#### [Action item]
Where a line of the records holds the string "other", copy that line.

[Opening Records provided section]

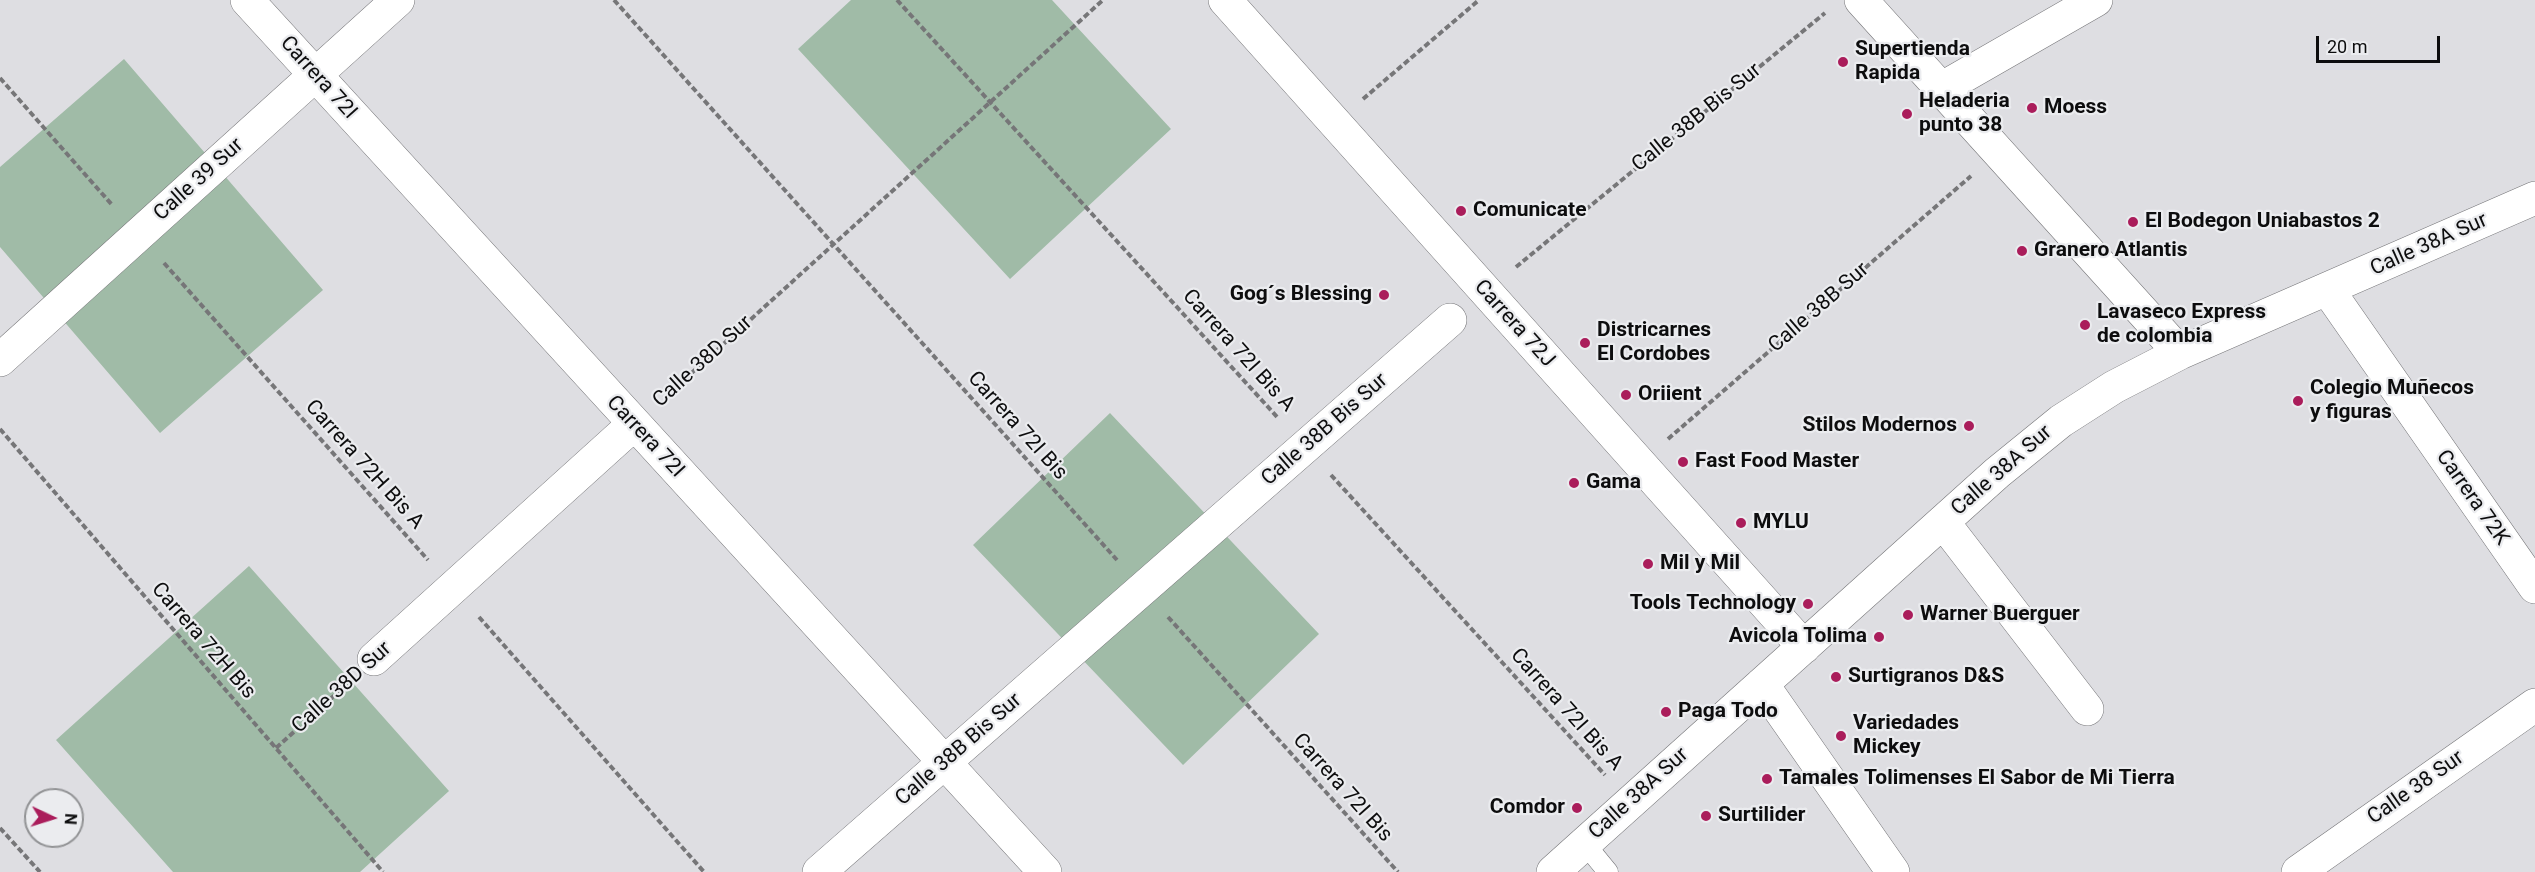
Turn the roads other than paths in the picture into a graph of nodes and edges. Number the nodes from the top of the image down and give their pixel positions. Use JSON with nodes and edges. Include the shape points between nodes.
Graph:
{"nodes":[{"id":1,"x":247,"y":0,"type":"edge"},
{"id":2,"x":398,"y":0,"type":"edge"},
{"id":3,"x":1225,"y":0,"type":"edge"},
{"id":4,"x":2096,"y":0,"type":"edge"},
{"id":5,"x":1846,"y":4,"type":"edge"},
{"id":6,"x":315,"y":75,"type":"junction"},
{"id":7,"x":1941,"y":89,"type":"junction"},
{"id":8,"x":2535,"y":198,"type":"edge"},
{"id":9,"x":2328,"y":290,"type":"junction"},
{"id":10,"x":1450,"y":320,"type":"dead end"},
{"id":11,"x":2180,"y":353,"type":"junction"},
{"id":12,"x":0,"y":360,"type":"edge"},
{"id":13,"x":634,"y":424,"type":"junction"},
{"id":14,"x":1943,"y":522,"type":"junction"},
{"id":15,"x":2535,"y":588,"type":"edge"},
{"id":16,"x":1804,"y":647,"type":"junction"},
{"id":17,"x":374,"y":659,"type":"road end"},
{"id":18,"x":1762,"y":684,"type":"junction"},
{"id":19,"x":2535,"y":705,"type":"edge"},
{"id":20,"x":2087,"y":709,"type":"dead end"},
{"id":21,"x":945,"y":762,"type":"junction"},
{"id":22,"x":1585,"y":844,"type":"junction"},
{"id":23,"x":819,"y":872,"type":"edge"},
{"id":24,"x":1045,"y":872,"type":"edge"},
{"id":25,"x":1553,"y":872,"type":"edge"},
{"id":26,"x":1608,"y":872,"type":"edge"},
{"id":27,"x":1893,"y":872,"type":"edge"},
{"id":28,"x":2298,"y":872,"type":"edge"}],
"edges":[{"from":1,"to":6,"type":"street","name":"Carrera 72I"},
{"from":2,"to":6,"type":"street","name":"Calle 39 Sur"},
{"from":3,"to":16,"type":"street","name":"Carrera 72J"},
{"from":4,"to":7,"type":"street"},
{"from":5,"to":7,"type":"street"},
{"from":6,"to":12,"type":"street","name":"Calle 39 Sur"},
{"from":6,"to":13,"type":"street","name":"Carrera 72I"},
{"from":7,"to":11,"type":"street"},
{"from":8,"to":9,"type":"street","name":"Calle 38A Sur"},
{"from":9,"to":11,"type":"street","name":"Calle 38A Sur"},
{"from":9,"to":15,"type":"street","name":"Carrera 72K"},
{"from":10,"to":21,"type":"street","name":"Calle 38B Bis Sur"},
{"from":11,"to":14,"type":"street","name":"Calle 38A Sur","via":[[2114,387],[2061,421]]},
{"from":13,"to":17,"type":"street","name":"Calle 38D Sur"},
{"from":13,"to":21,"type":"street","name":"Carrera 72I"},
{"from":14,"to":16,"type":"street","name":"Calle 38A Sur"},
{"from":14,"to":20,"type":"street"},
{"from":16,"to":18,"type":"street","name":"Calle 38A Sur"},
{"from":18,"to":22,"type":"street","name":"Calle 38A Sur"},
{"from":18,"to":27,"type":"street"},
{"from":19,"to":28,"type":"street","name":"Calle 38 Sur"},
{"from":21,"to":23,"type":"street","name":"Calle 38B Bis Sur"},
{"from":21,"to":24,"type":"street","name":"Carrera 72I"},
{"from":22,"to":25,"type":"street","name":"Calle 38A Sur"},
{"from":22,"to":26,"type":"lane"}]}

[Closing Records provided section]
[Opening Records provided section]

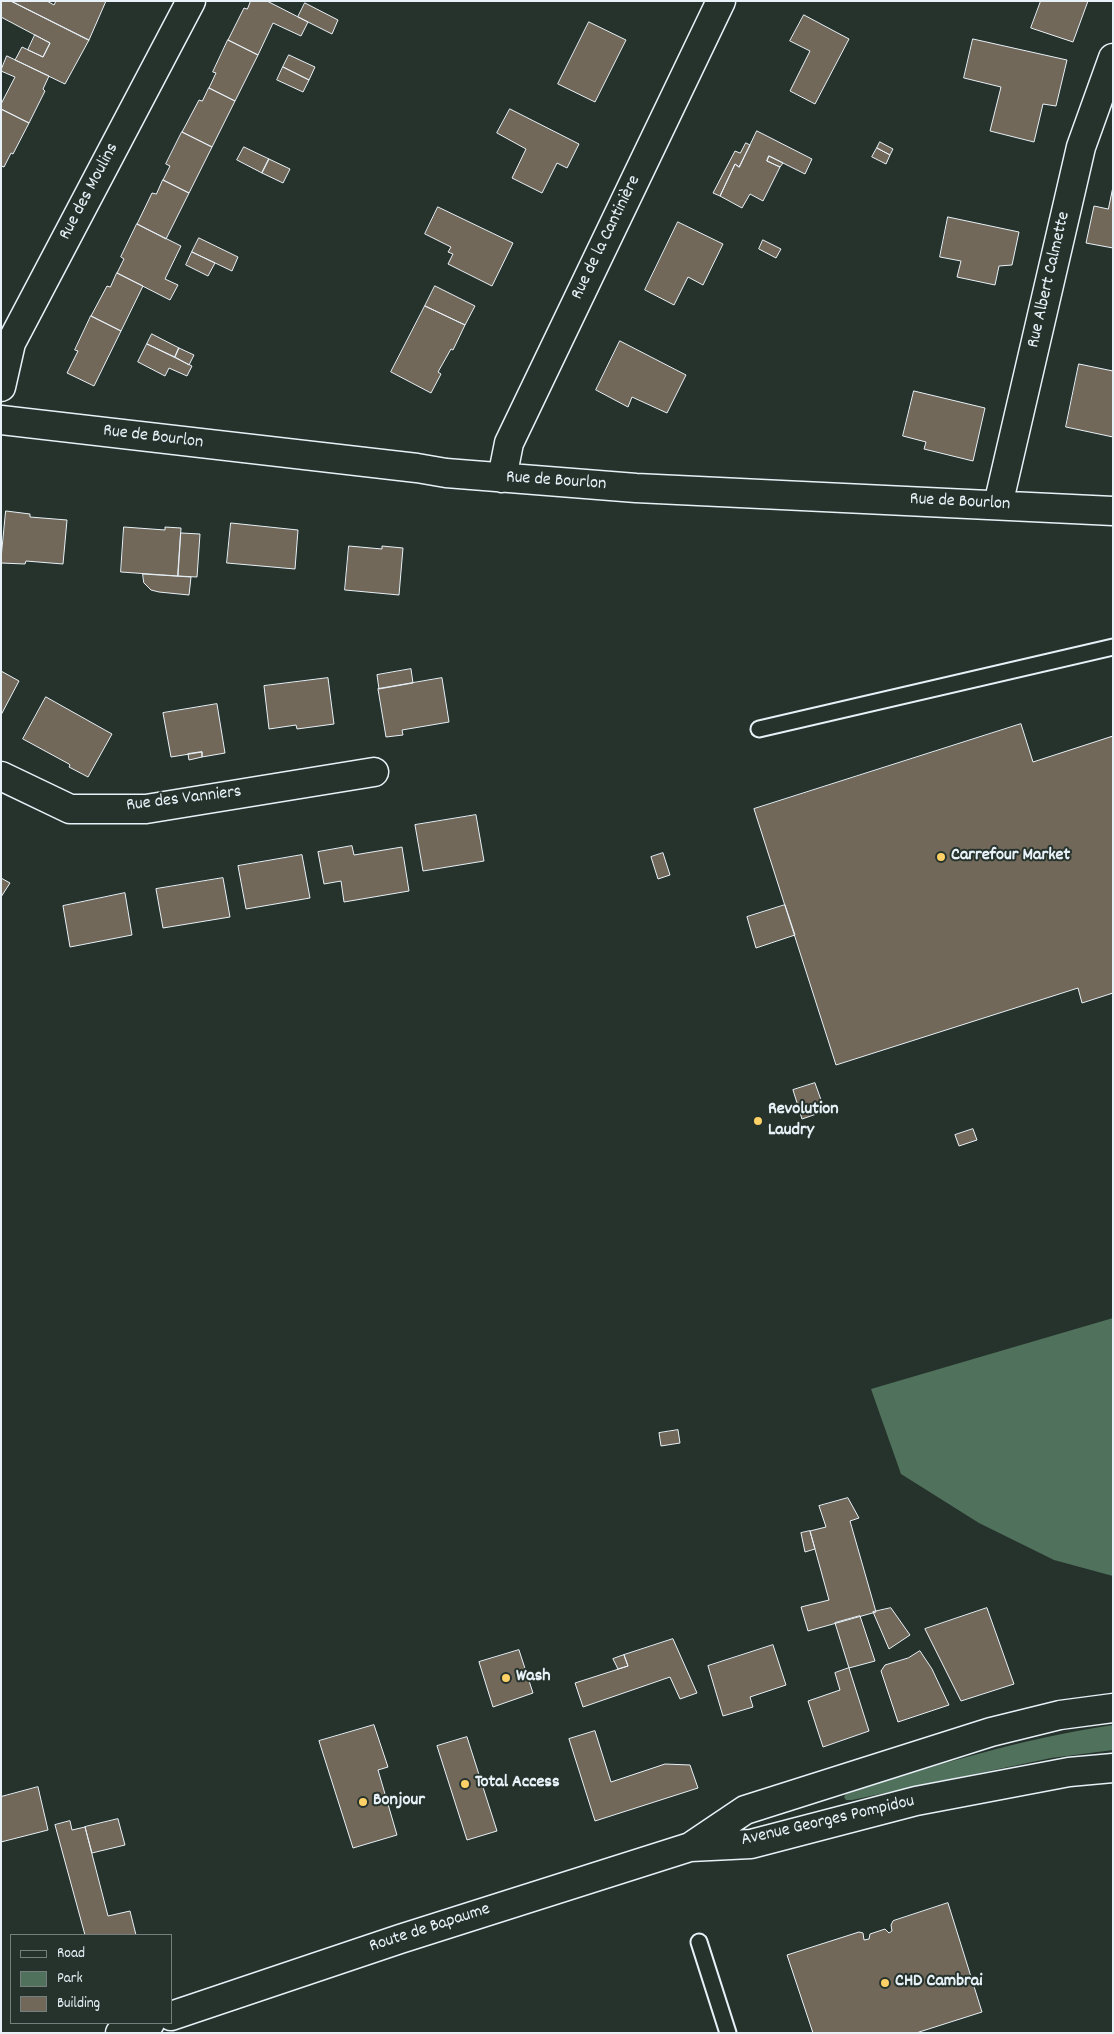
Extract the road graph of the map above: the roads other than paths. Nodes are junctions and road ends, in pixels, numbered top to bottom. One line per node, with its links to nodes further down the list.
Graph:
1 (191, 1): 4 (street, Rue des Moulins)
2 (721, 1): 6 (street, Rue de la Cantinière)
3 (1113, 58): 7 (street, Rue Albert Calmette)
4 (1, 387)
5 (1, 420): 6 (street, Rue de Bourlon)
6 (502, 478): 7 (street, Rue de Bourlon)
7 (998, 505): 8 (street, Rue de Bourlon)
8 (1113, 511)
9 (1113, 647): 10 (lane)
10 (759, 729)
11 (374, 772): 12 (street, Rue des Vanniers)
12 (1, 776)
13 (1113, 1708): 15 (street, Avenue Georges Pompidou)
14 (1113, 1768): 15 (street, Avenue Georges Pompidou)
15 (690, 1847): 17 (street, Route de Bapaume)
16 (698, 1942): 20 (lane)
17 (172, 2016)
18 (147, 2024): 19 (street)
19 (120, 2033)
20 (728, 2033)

[Closing Records provided section]
[Opening Records provided section]

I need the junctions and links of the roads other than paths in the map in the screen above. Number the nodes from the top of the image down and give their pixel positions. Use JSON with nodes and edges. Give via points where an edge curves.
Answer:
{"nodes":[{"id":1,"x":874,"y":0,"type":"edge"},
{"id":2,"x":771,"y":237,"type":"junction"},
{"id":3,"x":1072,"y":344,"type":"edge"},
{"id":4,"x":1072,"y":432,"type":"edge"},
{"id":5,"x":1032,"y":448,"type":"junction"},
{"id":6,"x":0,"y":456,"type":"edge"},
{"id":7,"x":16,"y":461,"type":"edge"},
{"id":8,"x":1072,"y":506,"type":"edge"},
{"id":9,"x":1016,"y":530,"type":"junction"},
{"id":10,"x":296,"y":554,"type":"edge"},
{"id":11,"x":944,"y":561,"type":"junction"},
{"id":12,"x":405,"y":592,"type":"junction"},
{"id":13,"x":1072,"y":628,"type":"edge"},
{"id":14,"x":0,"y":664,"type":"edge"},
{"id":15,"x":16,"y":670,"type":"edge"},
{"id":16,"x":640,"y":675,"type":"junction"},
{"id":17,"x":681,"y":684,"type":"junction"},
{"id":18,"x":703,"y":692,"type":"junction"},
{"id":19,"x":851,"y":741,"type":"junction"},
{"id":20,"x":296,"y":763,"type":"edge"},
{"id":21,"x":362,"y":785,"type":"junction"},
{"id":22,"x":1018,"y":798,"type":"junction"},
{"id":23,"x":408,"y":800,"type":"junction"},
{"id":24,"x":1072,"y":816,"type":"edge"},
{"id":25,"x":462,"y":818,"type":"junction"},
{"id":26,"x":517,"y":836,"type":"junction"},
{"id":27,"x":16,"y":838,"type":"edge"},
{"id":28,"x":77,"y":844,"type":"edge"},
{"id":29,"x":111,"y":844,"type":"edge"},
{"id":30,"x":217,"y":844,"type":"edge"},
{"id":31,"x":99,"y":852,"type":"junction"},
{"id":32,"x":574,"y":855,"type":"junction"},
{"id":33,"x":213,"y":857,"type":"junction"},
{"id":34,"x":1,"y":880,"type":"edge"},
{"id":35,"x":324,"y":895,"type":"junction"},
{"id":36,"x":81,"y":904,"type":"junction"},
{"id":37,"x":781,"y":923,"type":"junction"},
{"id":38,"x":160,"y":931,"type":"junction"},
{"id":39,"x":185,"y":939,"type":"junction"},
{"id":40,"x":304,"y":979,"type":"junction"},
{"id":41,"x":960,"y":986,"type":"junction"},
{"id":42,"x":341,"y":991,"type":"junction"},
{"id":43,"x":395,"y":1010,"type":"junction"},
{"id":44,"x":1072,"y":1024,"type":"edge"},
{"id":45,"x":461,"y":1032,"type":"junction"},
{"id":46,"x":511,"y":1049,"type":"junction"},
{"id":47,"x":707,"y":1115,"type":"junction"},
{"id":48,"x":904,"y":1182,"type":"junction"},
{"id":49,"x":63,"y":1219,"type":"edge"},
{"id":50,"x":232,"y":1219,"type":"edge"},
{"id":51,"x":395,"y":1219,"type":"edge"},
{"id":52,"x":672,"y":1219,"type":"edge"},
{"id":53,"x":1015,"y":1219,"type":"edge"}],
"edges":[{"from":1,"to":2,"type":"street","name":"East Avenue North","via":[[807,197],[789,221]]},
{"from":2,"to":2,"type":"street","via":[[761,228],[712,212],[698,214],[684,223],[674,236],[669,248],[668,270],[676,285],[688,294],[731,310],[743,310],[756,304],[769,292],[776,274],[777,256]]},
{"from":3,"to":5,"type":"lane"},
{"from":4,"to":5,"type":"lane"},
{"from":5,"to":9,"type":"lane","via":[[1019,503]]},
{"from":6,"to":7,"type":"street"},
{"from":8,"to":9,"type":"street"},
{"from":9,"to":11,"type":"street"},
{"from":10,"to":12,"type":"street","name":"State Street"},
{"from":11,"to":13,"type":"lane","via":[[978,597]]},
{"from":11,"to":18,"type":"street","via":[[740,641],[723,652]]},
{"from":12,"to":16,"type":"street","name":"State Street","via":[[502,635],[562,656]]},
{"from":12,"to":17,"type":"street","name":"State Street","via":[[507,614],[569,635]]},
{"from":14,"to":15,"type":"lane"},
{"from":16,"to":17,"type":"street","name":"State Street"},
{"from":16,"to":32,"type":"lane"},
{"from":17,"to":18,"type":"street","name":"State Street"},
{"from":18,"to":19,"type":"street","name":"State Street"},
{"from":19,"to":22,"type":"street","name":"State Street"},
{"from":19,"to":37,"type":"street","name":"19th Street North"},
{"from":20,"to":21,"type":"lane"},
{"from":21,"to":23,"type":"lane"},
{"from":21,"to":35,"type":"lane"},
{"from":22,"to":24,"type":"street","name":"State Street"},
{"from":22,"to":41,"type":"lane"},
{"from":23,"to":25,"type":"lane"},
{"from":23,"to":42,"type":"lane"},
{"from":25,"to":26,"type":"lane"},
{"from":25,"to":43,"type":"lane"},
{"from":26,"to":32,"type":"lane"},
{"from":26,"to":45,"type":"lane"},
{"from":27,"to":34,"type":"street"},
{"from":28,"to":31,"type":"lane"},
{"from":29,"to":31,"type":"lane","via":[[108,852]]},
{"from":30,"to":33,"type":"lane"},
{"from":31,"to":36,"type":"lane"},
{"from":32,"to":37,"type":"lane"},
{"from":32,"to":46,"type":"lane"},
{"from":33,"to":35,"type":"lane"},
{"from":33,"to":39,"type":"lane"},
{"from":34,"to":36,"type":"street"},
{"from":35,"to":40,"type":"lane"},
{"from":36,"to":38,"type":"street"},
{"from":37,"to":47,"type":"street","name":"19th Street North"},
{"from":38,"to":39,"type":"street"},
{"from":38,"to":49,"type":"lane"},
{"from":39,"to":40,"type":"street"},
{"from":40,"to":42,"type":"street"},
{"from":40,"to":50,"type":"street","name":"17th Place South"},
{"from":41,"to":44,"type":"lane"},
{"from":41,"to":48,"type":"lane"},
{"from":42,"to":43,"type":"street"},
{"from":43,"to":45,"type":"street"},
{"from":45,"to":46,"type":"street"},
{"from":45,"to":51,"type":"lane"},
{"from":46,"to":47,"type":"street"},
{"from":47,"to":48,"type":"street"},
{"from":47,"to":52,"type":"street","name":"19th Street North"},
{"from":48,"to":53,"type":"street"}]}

[Closing Records provided section]

#### [Task response]
Turn the roads other than paths in the picture into a graph of nodes and edges. Number the nodes from the top of the image down and give their pixel positions. Use JSON with nodes and edges. Include the shape points between nodes.
Extract the road graph of the map above: the roads other than paths. Nodes are junctions and road ends, in pixels, numbered top to bottom. One line per node, with its links to nodes further down the list.
I need the junctions and links of the roads other than paths in the map in the screen above. Number the nodes from the top of the image down and give their pixel positions. Use JSON with nodes and edges. Give via points where an edge curves.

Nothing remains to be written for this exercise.